■ Records shown
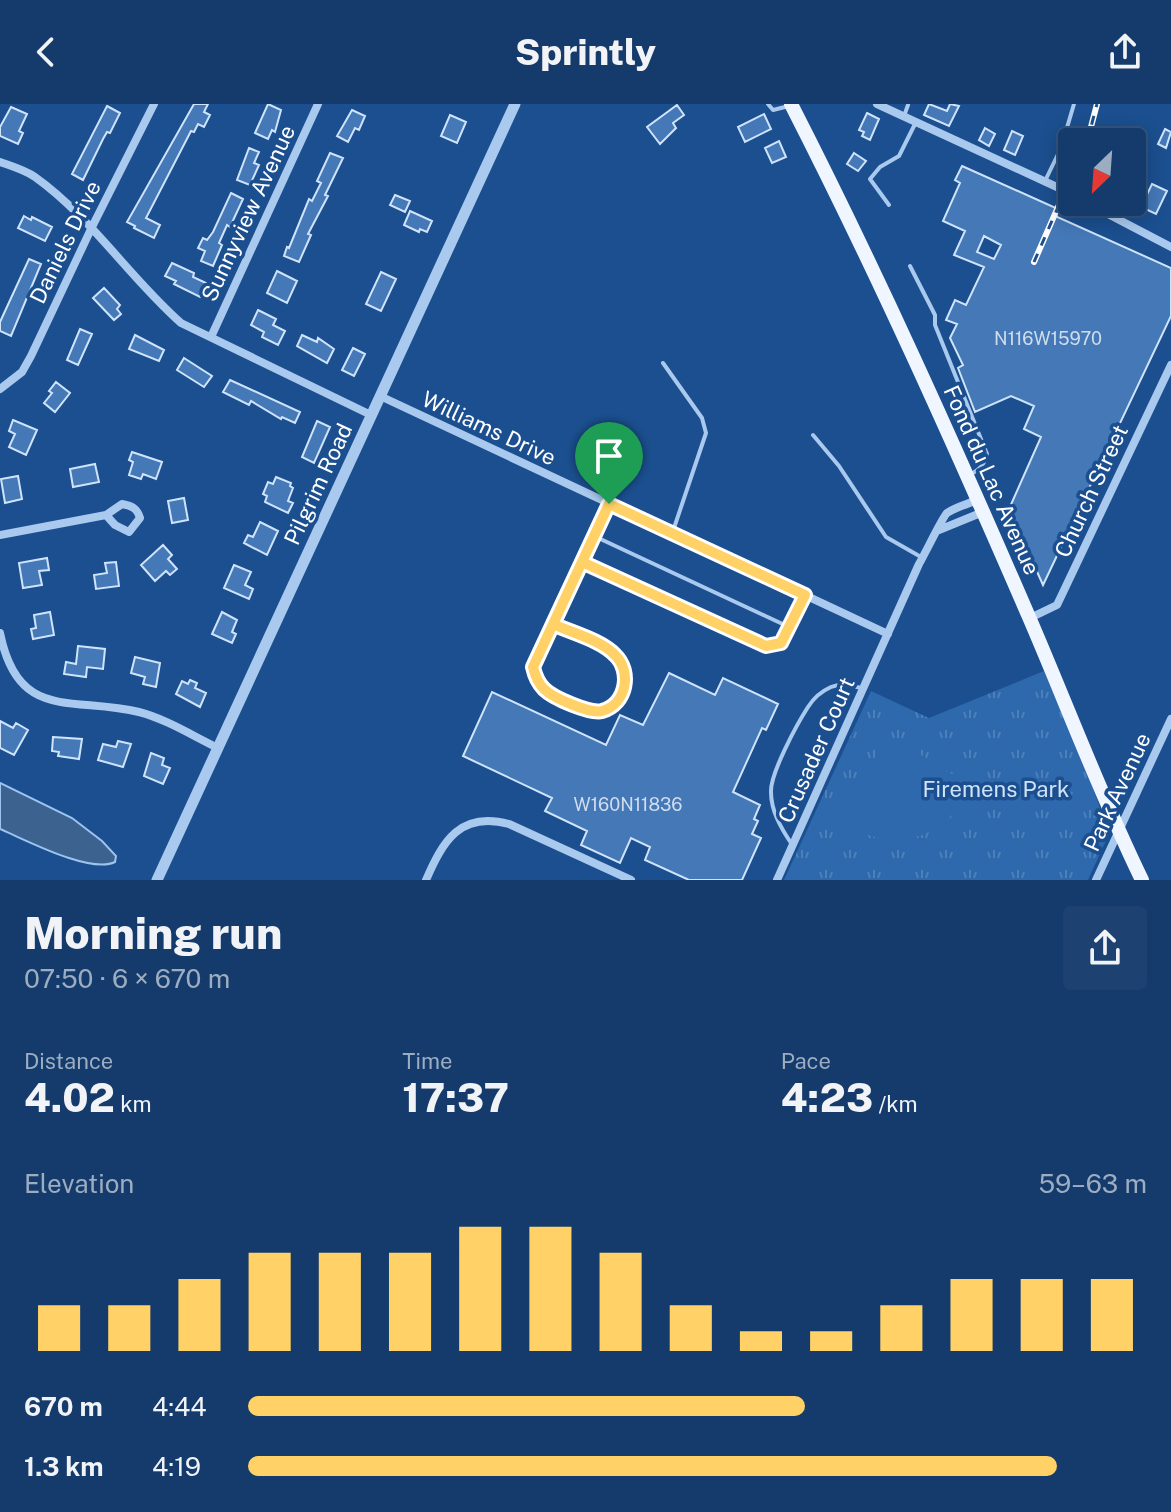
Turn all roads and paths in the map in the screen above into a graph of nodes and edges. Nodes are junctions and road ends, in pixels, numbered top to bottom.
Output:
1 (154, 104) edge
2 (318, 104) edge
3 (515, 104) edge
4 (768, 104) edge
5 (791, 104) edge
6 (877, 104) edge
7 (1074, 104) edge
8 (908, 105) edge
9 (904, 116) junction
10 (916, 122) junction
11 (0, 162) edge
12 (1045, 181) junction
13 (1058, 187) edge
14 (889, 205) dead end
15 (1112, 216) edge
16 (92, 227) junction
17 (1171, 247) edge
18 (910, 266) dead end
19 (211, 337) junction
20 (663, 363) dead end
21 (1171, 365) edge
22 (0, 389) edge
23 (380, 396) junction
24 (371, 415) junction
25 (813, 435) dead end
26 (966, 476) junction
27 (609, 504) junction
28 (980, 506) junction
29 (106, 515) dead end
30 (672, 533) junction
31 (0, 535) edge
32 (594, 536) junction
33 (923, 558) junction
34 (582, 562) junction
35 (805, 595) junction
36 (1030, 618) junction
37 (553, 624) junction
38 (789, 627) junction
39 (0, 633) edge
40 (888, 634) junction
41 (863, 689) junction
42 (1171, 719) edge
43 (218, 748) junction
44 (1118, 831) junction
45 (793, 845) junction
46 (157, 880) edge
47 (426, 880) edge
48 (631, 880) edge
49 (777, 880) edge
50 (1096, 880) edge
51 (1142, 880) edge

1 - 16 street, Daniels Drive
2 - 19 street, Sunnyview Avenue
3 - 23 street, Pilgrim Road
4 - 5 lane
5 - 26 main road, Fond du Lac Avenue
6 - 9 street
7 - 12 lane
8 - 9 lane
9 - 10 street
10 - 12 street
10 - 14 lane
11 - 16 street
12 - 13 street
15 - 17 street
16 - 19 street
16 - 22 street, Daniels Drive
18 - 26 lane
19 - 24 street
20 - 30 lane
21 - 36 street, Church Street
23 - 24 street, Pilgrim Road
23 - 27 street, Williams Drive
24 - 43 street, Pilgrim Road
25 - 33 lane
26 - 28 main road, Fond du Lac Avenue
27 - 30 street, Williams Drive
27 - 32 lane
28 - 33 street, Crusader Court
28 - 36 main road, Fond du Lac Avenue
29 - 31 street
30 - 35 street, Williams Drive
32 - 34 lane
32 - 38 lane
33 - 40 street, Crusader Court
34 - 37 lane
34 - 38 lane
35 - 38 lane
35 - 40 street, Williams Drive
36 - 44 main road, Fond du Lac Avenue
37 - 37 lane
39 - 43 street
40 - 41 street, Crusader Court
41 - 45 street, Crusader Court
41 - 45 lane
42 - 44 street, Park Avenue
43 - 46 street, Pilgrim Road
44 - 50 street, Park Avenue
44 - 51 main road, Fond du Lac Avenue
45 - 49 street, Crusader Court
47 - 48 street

■ What the task asks
Apart from the pictures, every line of the material above is to be returned word for word.

■ Result of the task
Turn all roads and paths in the map in the screen above into a graph of nodes and edges. Nodes are junctions and road ends, in pixels, numbered top to bottom.
Output:
1 (154, 104) edge
2 (318, 104) edge
3 (515, 104) edge
4 (768, 104) edge
5 (791, 104) edge
6 (877, 104) edge
7 (1074, 104) edge
8 (908, 105) edge
9 (904, 116) junction
10 (916, 122) junction
11 (0, 162) edge
12 (1045, 181) junction
13 (1058, 187) edge
14 (889, 205) dead end
15 (1112, 216) edge
16 (92, 227) junction
17 (1171, 247) edge
18 (910, 266) dead end
19 (211, 337) junction
20 (663, 363) dead end
21 (1171, 365) edge
22 (0, 389) edge
23 (380, 396) junction
24 (371, 415) junction
25 (813, 435) dead end
26 (966, 476) junction
27 (609, 504) junction
28 (980, 506) junction
29 (106, 515) dead end
30 (672, 533) junction
31 (0, 535) edge
32 (594, 536) junction
33 (923, 558) junction
34 (582, 562) junction
35 (805, 595) junction
36 (1030, 618) junction
37 (553, 624) junction
38 (789, 627) junction
39 (0, 633) edge
40 (888, 634) junction
41 (863, 689) junction
42 (1171, 719) edge
43 (218, 748) junction
44 (1118, 831) junction
45 (793, 845) junction
46 (157, 880) edge
47 (426, 880) edge
48 (631, 880) edge
49 (777, 880) edge
50 (1096, 880) edge
51 (1142, 880) edge

1 - 16 street, Daniels Drive
2 - 19 street, Sunnyview Avenue
3 - 23 street, Pilgrim Road
4 - 5 lane
5 - 26 main road, Fond du Lac Avenue
6 - 9 street
7 - 12 lane
8 - 9 lane
9 - 10 street
10 - 12 street
10 - 14 lane
11 - 16 street
12 - 13 street
15 - 17 street
16 - 19 street
16 - 22 street, Daniels Drive
18 - 26 lane
19 - 24 street
20 - 30 lane
21 - 36 street, Church Street
23 - 24 street, Pilgrim Road
23 - 27 street, Williams Drive
24 - 43 street, Pilgrim Road
25 - 33 lane
26 - 28 main road, Fond du Lac Avenue
27 - 30 street, Williams Drive
27 - 32 lane
28 - 33 street, Crusader Court
28 - 36 main road, Fond du Lac Avenue
29 - 31 street
30 - 35 street, Williams Drive
32 - 34 lane
32 - 38 lane
33 - 40 street, Crusader Court
34 - 37 lane
34 - 38 lane
35 - 38 lane
35 - 40 street, Williams Drive
36 - 44 main road, Fond du Lac Avenue
37 - 37 lane
39 - 43 street
40 - 41 street, Crusader Court
41 - 45 street, Crusader Court
41 - 45 lane
42 - 44 street, Park Avenue
43 - 46 street, Pilgrim Road
44 - 50 street, Park Avenue
44 - 51 main road, Fond du Lac Avenue
45 - 49 street, Crusader Court
47 - 48 street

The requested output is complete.